→ **WHAT YOU NEED TO DO**
The required output is the exact run of lines below that opens at the line with "(вернуться на главную страницу сайта) 596 81" and closes at the line with "11 490 34 1 0 0 238 fillbox".

[Records from a data source]
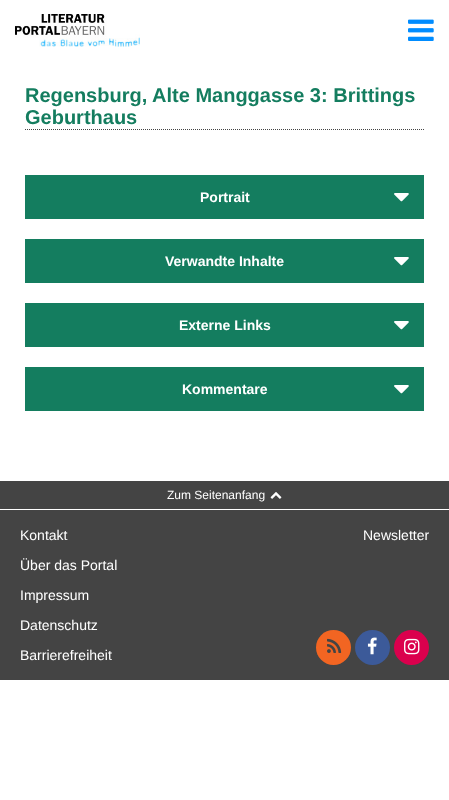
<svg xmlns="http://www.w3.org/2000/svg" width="449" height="800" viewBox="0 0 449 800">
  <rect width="100%" height="100%" fill="#ffffff"/>
  <image x="15" y="14" width="125" height="33" href="img1.png"/>
  <image x="408" y="19" width="26" height="22" href="img2.png"/>
  <path d="M25 129.5H424" fill="none" stroke="#444444" stroke-dasharray="1 1"/>
  <text x="25" y="102" font-family="Liberation Sans" font-size="20" font-weight="bold" fill="#147d5f">Regensburg, Alte Manggasse 3: Brittings</text>
  <text x="25" y="124" font-family="Liberation Sans" font-size="20" font-weight="bold" fill="#147d5f">Geburthaus</text>
  <rect x="25" y="175" width="399" height="44" fill="#147d5f"/>
  <text x="200" y="202" font-family="Liberation Sans" font-size="14" font-weight="bold" fill="#ffffff">Portrait</text>
  <image x="394" y="193" width="15" height="9" href="img3.png"/>
  <rect x="25" y="239" width="399" height="44" fill="#147d5f"/>
  <text x="165" y="266" font-family="Liberation Sans" font-size="14" font-weight="bold" fill="#ffffff">Verwandte Inhalte</text>
  <image x="394" y="257" width="15" height="9" href="img3.png"/>
  <rect x="25" y="303" width="399" height="44" fill="#147d5f"/>
  <text x="179" y="330" font-family="Liberation Sans" font-size="14" font-weight="bold" fill="#ffffff">Externe Links</text>
  <image x="394" y="321" width="15" height="9" href="img3.png"/>
  <rect x="25" y="367" width="399" height="44" fill="#147d5f"/>
  <text x="182" y="394" font-family="Liberation Sans" font-size="14" font-weight="bold" fill="#ffffff">Kommentare</text>
  <image x="394" y="385" width="15" height="9" href="img3.png"/>
  <rect x="0" y="481" width="449" height="28" fill="#444444"/>
  <text x="167" y="499" font-family="Liberation Sans" font-size="12" fill="#ffffff">Zum Seitenanfang</text>
  <image x="270" y="492" width="12" height="7" href="img4.png"/>
  <rect x="0" y="510" width="449" height="170" fill="#444444"/>
  <text x="20" y="540" font-family="Liberation Sans" font-size="14" fill="#ffffff">Kontakt</text>
  <text x="20" y="570" font-family="Liberation Sans" font-size="14" fill="#ffffff">Über das Portal</text>
  <text x="20" y="600" font-family="Liberation Sans" font-size="14" fill="#ffffff">Impressum</text>
  <text x="20" y="630" font-family="Liberation Sans" font-size="14" fill="#ffffff">Datenschutz</text>
  <text x="20" y="660" font-family="Liberation Sans" font-size="14" fill="#ffffff">Barrierefreiheit</text>
  <text x="363" y="540" font-family="Liberation Sans" font-size="14" fill="#ffffff">Newsletter</text>
  <circle cx="333.5" cy="647.5" r="17.5" fill="#f26522"/>
  <image x="327" y="638" width="15" height="15" href="img5.png"/>
  <circle cx="372.5" cy="647.5" r="17.5" fill="#3c5a99"/>
  <image x="367" y="637" width="10" height="18" href="img6.png"/>
  <circle cx="411.5" cy="647.5" r="17.5" fill="#db004d"/>
  <image x="404" y="638" width="16" height="17" href="img7.png"/>
</svg>
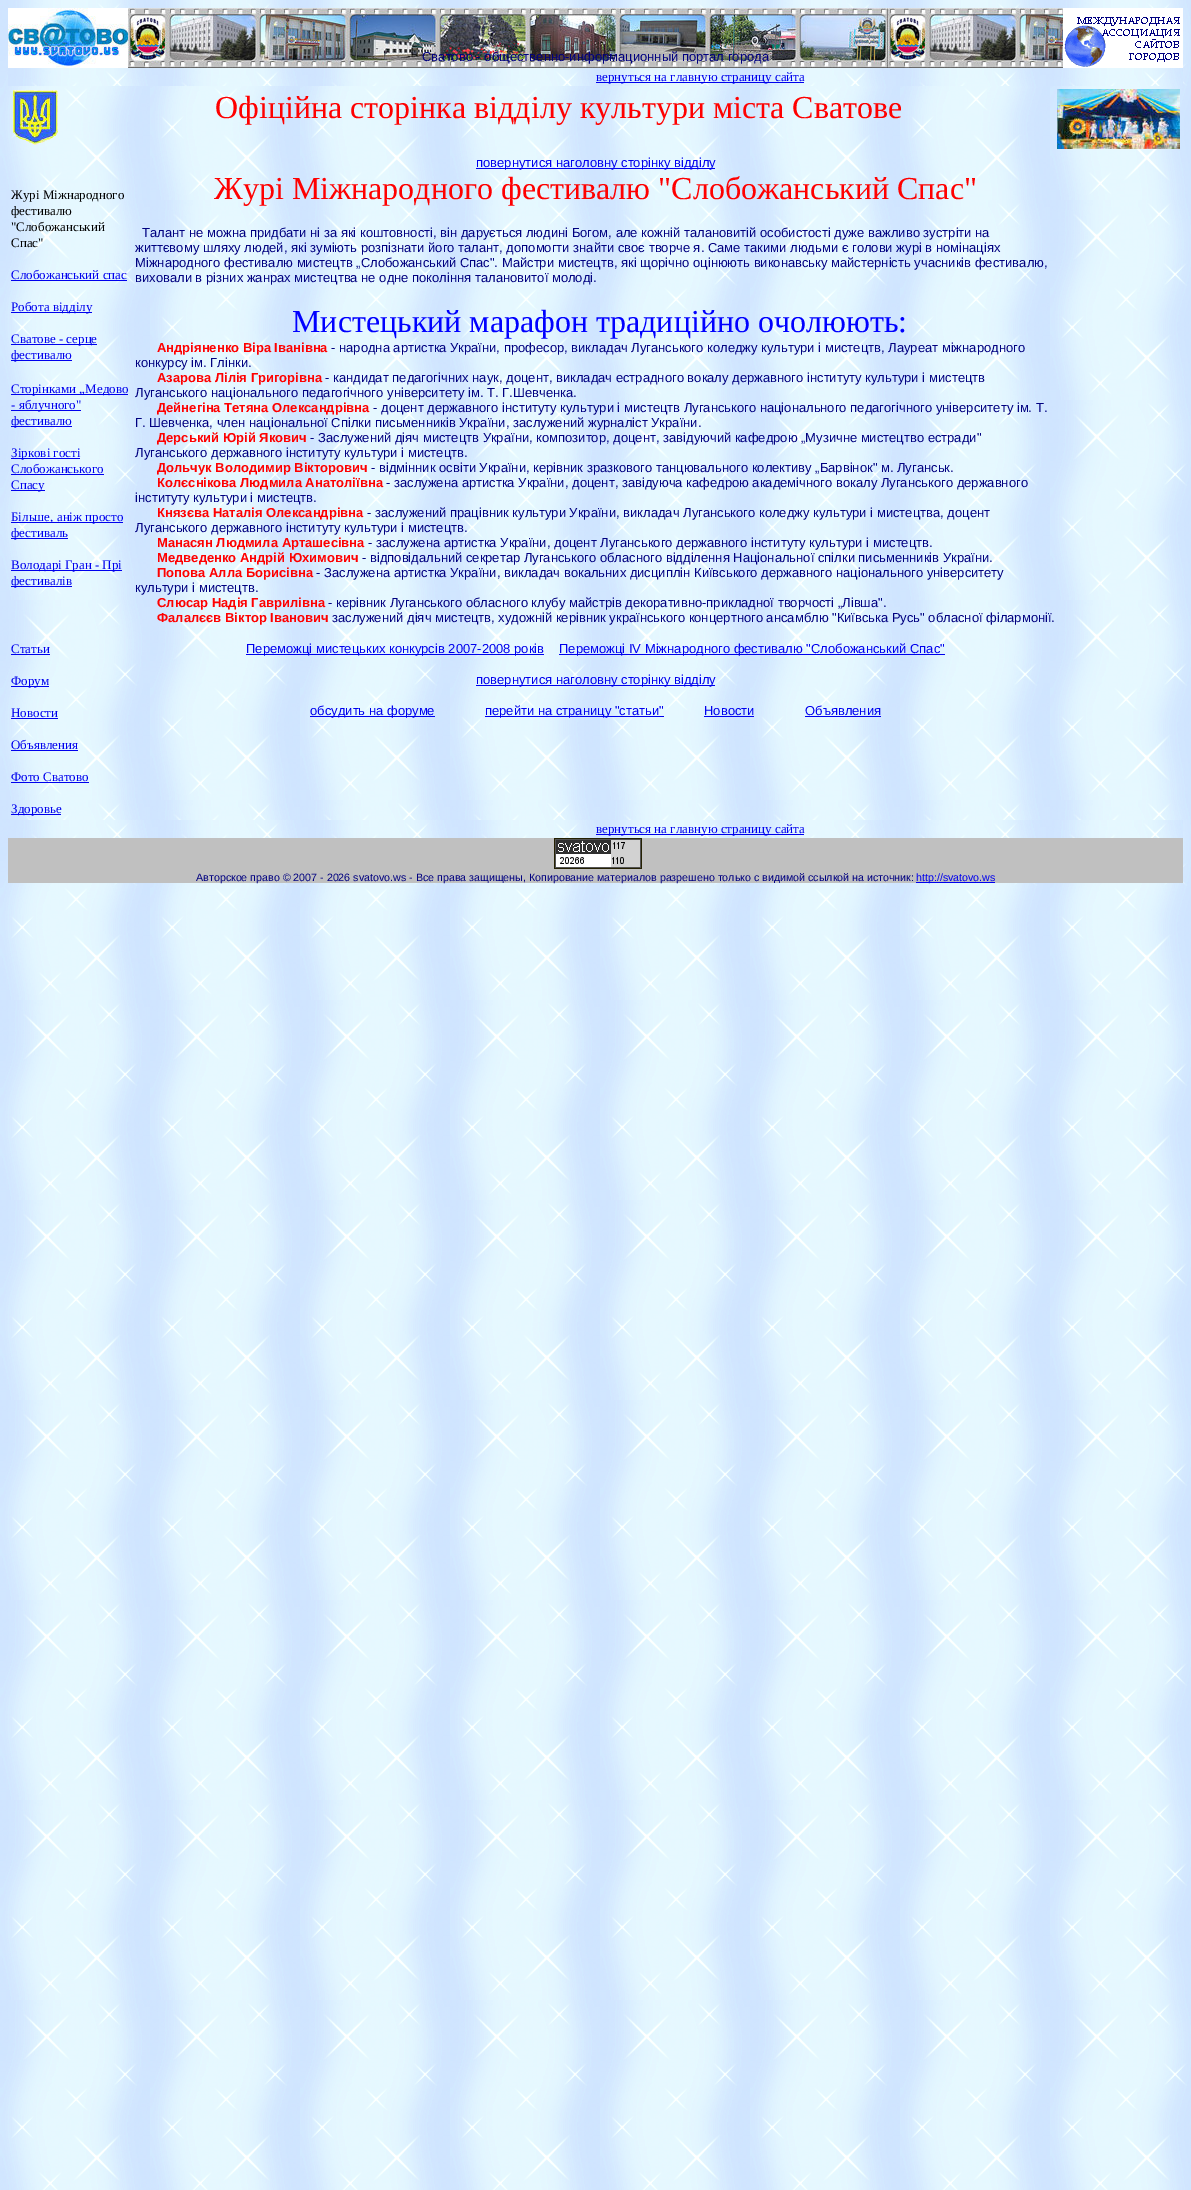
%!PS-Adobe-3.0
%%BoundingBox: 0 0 1191 2190
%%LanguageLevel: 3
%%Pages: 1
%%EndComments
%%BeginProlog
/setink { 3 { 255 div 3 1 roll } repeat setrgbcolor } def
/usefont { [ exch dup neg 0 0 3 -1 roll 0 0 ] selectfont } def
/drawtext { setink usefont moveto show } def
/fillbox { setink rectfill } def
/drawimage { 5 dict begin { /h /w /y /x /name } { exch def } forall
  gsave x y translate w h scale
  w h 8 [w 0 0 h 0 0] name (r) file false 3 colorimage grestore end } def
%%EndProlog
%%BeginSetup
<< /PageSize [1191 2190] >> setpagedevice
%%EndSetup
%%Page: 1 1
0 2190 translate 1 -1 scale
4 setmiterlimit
0 0 1191 2190 255 255 255 fillbox
(assets/img1.rgb) 0 0 1191 2190 drawimage
(assets/img2.rgb) 8 8 120 60 drawimage
(assets/img3.rgb) 128 8 935 60 drawimage
(Сватово - общественно-информационный портал города) 422 61 /LiberationSans-Regular 13 0 0 128 drawtext
1063 8 120 60 255 255 255 fillbox
(assets/img4.rgb) 1064 17 116 50 drawimage
(assets/img5.rgb) 8 68 588 18 drawimage
(assets/img6.rgb) 596 68 587 18 drawimage
596 82 208 1 0 0 238 fillbox
(вернуться на главную страницу сайта) 596 81 /LiberationSerif-Regular 13 0 0 238 drawtext
(assets/img7.rgb) 13 90 45 55 drawimage
(Офіційна сторінка відділу культури міста Сватове) 215 118 /LiberationSerif-Regular 32 255 0 0 drawtext
(assets/img8.rgb) 1057 89 123 60 drawimage
(Журі Міжнародного) 11 199 /LiberationSerif-Regular 13 0 0 0 drawtext
(фестивалю) 11 215 /LiberationSerif-Regular 13 0 0 0 drawtext
("Слобожанський) 11 231 /LiberationSerif-Regular 13 0 0 0 drawtext
(Спас") 11 247 /LiberationSerif-Regular 13 0 0 0 drawtext
(Слобожанський спас) 11 279 /LiberationSerif-Regular 13 0 0 238 drawtext
11 280 116 1 0 0 238 fillbox
11 312 81 1 0 0 238 fillbox
(Робота відділу) 11 311 /LiberationSerif-Regular 13 0 0 238 drawtext
11 344 86 1 0 0 238 fillbox
(Сватове - серце) 11 343 /LiberationSerif-Regular 13 0 0 238 drawtext
11 360 61 1 0 0 238 fillbox
(фестивалю) 11 359 /LiberationSerif-Regular 13 0 0 238 drawtext
11 394 117 1 0 0 238 fillbox
(Сторінками „Медово) 11 393 /LiberationSerif-Regular 13 0 0 238 drawtext
11 410 70 1 0 0 238 fillbox
(- яблучного") 11 409 /LiberationSerif-Regular 13 0 0 238 drawtext
11 426 61 1 0 0 238 fillbox
(фестивалю) 11 425 /LiberationSerif-Regular 13 0 0 238 drawtext
11 458 69 1 0 0 238 fillbox
(Зіркові гості) 11 457 /LiberationSerif-Regular 13 0 0 238 drawtext
(Слобожанського) 11 473 /LiberationSerif-Regular 13 0 0 238 drawtext
11 474 93 1 0 0 238 fillbox
11 490 34 1 0 0 238 fillbox
(Спасу) 11 489 /LiberationSerif-Regular 13 0 0 238 drawtext
11 522 112 1 0 0 238 fillbox
(Більше, аніж просто) 11 521 /LiberationSerif-Regular 13 0 0 238 drawtext
11 538 57 1 0 0 238 fillbox
(фестиваль) 11 537 /LiberationSerif-Regular 13 0 0 238 drawtext
11 570 111 1 0 0 238 fillbox
(Володарі Гран - Прі) 11 569 /LiberationSerif-Regular 13 0 0 238 drawtext
11 586 61 1 0 0 238 fillbox
(фестивалів) 11 585 /LiberationSerif-Regular 13 0 0 238 drawtext
(Статьи) 11 653 /LiberationSerif-Regular 13 0 0 238 drawtext
11 654 39 1 0 0 238 fillbox
11 686 38 1 0 0 238 fillbox
(Форум) 11 685 /LiberationSerif-Regular 13 0 0 238 drawtext
(Новости) 11 717 /LiberationSerif-Regular 13 0 0 238 drawtext
11 718 47 1 0 0 238 fillbox
(Объявления) 11 749 /LiberationSerif-Regular 13 0 0 238 drawtext
11 750 67 1 0 0 238 fillbox
(Фото Сватово) 11 781 /LiberationSerif-Regular 13 0 0 238 drawtext
11 782 78 1 0 0 238 fillbox
11 814 50 1 0 0 238 fillbox
(Здоровье) 11 813 /LiberationSerif-Regular 13 0 0 238 drawtext
476 168 239 1 0 0 238 fillbox
(повернутися наголовну сторінку відділу) 476 167 /LiberationSans-Regular 13 0 0 238 drawtext
(Журі Міжнародного фестивалю "Слобожанський Спас") 214 199 /LiberationSerif-Regular 32 255 0 0 drawtext
(Талант не можна придбати ні за які коштовності, він дарується людині Богом, але кожній талановитій особистості дуже важливо зустріти на) 142 237 /LiberationSans-Regular 13 0 0 128 drawtext
(життєвому шляху людей, які зуміють розпізнати його талант, допомогти знайти своє творче я. Саме такими людьми є голови журі в номінаціях) 135 252 /LiberationSans-Regular 13 0 0 128 drawtext
(Міжнародного фестивалю мистецтв „Слобожанський Спас". Майстри мистецтв, які щорічно оцінюють виконавську майстерність учасників фестивалю,) 135 267 /LiberationSans-Regular 13 0 0 128 drawtext
(виховали в різних жанрах мистецтва не одне покоління талановитої молоді.) 135 282 /LiberationSans-Regular 13 0 0 128 drawtext
(Мистецький марафон традиційно очолюють:) 292 332 /LiberationSerif-Regular 32 0 0 255 drawtext
(Андріяненко Віра Іванівна) 157 352 /LiberationSans-Bold 13 255 0 0 drawtext
(- народна артистка України, професор, викладач Луганського коледжу культури і мистецтв, Лауреат міжнародного) 331 352 /LiberationSans-Regular 13 0 0 128 drawtext
(конкурсу ім. Глінки.) 135 367 /LiberationSans-Regular 13 0 0 128 drawtext
(Азарова Лілія Григорівна) 157 382 /LiberationSans-Bold 13 255 0 0 drawtext
(- кандидат педагогічних наук, доцент, викладач естрадного вокалу державного інституту культури і мистецтв) 325 382 /LiberationSans-Regular 13 0 0 128 drawtext
(Луганського національного педагогічного університету ім. Т. Г.Шевченка.) 135 397 /LiberationSans-Regular 13 0 0 128 drawtext
(Дейнегіна Тетяна Олександрівна) 157 412 /LiberationSans-Bold 13 255 0 0 drawtext
(- доцент державного інституту культури і мистецтв Луганського національного педагогічного університету ім. Т.) 373 412 /LiberationSans-Regular 13 0 0 128 drawtext
(Г. Шевченка, член національної Спілки письменників України, заслужений журналіст України.) 135 427 /LiberationSans-Regular 13 0 0 128 drawtext
(Дерський Юрій Якович) 157 442 /LiberationSans-Bold 13 255 0 0 drawtext
(- Заслужений діяч мистецтв України, композитор, доцент, завідуючий кафедрою „Музичне мистецтво естради") 310 442 /LiberationSans-Regular 13 0 0 128 drawtext
(Луганського державного інституту культури і мистецтв.) 135 457 /LiberationSans-Regular 13 0 0 128 drawtext
(Дольчук Володимир Вікторович) 157 472 /LiberationSans-Bold 13 255 0 0 drawtext
(- відмінник освіти України, керівник зразкового танцювального колективу „Барвінок" м. Луганськ.) 371 472 /LiberationSans-Regular 13 0 0 128 drawtext
(Колєснікова Людмила Анатоліївна) 157 487 /LiberationSans-Bold 13 255 0 0 drawtext
(- заслужена артистка України, доцент, завідуюча кафедрою академічного вокалу Луганського державного) 386 487 /LiberationSans-Regular 13 0 0 128 drawtext
(інституту культури і мистецтв.) 135 502 /LiberationSans-Regular 13 0 0 128 drawtext
(Князєва Наталія Олександрівна) 157 517 /LiberationSans-Bold 13 255 0 0 drawtext
(- заслужений працівник культури України, викладач Луганського коледжу культури і мистецтва, доцент) 367 517 /LiberationSans-Regular 13 0 0 128 drawtext
(Луганського державного інституту культури і мистецтв.) 135 532 /LiberationSans-Regular 13 0 0 128 drawtext
(Манасян Людмила Арташесівна) 157 547 /LiberationSans-Bold 13 255 0 0 drawtext
(- заслужена артистка України, доцент Луганського державного інституту культури і мистецтв.) 368 547 /LiberationSans-Regular 13 0 0 128 drawtext
(Медведенко Андрій Юхимович) 157 562 /LiberationSans-Bold 13 255 0 0 drawtext
(- відповідальний секретар Луганського обласного відділення Національної спілки письменників України.) 362 562 /LiberationSans-Regular 13 0 0 128 drawtext
(Попова Алла Борисівна) 157 577 /LiberationSans-Bold 13 255 0 0 drawtext
(- Заслужена артистка України, викладач вокальних дисциплін Київського державного національного університету) 316 577 /LiberationSans-Regular 13 0 0 128 drawtext
(культури і мистецтв.) 135 592 /LiberationSans-Regular 13 0 0 128 drawtext
(Слюсар Надія Гаврилівна) 157 607 /LiberationSans-Bold 13 255 0 0 drawtext
(- керівник Луганського обласного клубу майстрів декоративно-прикладної творчості „Лівша".) 328 607 /LiberationSans-Regular 13 0 0 128 drawtext
(Фалалєєв Віктор Іванович) 157 622 /LiberationSans-Bold 13 255 0 0 drawtext
(заслужений діяч мистецтв, художній керівник українського концертного ансамблю "Київська Русь" обласної філармонії.) 332 622 /LiberationSans-Regular 13 0 0 128 drawtext
246 654 298 1 0 0 238 fillbox
(Переможці мистецьких конкурсів 2007-2008 років) 246 653 /LiberationSans-Regular 13 0 0 238 drawtext
559 654 386 1 0 0 238 fillbox
(Переможці IV Міжнародного фестивалю "Слобожанський Спас") 559 653 /LiberationSans-Regular 13 0 0 238 drawtext
476 685 239 1 0 0 238 fillbox
(повернутися наголовну сторінку відділу) 476 684 /LiberationSans-Regular 13 0 0 238 drawtext
310 716 125 1 0 0 238 fillbox
(обсудить на форуме) 310 715 /LiberationSans-Regular 13 0 0 238 drawtext
485 716 179 1 0 0 238 fillbox
(перейти на страницу "статьи") 485 715 /LiberationSans-Regular 13 0 0 238 drawtext
(Новости) 704 715 /LiberationSans-Regular 13 0 0 238 drawtext
704 716 50 1 0 0 238 fillbox
(Объявления) 805 715 /LiberationSans-Regular 13 0 0 238 drawtext
805 716 76 1 0 0 238 fillbox
(assets/img5.rgb) 8 820 588 18 drawimage
(assets/img6.rgb) 596 820 587 18 drawimage
596 834 208 1 0 0 238 fillbox
(вернуться на главную страницу сайта) 596 833 /LiberationSerif-Regular 13 0 0 238 drawtext
8 838 1175 45 192 192 192 fillbox
(assets/img9.rgb) 554 838 88 31 drawimage
(Авторское право © 2007 - 2026 svatovo.ws - Все права защищены, Копирование материалов разрешено только с видимой ссылкой на источник:) 196 881 /LiberationSans-Regular 10.67 0 0 128 drawtext
916 882 79 1 0 0 238 fillbox
(http://svatovo.ws) 916 881 /LiberationSans-Regular 10.67 0 0 238 drawtext
showpage
%%EOF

→ **ANSWER TO THIS PROBLEM**
(вернуться на главную страницу сайта) 596 81 /LiberationSerif-Regular 13 0 0 238 drawtext
(assets/img7.rgb) 13 90 45 55 drawimage
(Офіційна сторінка відділу культури міста Сватове) 215 118 /LiberationSerif-Regular 32 255 0 0 drawtext
(assets/img8.rgb) 1057 89 123 60 drawimage
(Журі Міжнародного) 11 199 /LiberationSerif-Regular 13 0 0 0 drawtext
(фестивалю) 11 215 /LiberationSerif-Regular 13 0 0 0 drawtext
("Слобожанський) 11 231 /LiberationSerif-Regular 13 0 0 0 drawtext
(Спас") 11 247 /LiberationSerif-Regular 13 0 0 0 drawtext
(Слобожанський спас) 11 279 /LiberationSerif-Regular 13 0 0 238 drawtext
11 280 116 1 0 0 238 fillbox
11 312 81 1 0 0 238 fillbox
(Робота відділу) 11 311 /LiberationSerif-Regular 13 0 0 238 drawtext
11 344 86 1 0 0 238 fillbox
(Сватове - серце) 11 343 /LiberationSerif-Regular 13 0 0 238 drawtext
11 360 61 1 0 0 238 fillbox
(фестивалю) 11 359 /LiberationSerif-Regular 13 0 0 238 drawtext
11 394 117 1 0 0 238 fillbox
(Сторінками „Медово) 11 393 /LiberationSerif-Regular 13 0 0 238 drawtext
11 410 70 1 0 0 238 fillbox
(- яблучного") 11 409 /LiberationSerif-Regular 13 0 0 238 drawtext
11 426 61 1 0 0 238 fillbox
(фестивалю) 11 425 /LiberationSerif-Regular 13 0 0 238 drawtext
11 458 69 1 0 0 238 fillbox
(Зіркові гості) 11 457 /LiberationSerif-Regular 13 0 0 238 drawtext
(Слобожанського) 11 473 /LiberationSerif-Regular 13 0 0 238 drawtext
11 474 93 1 0 0 238 fillbox
11 490 34 1 0 0 238 fillbox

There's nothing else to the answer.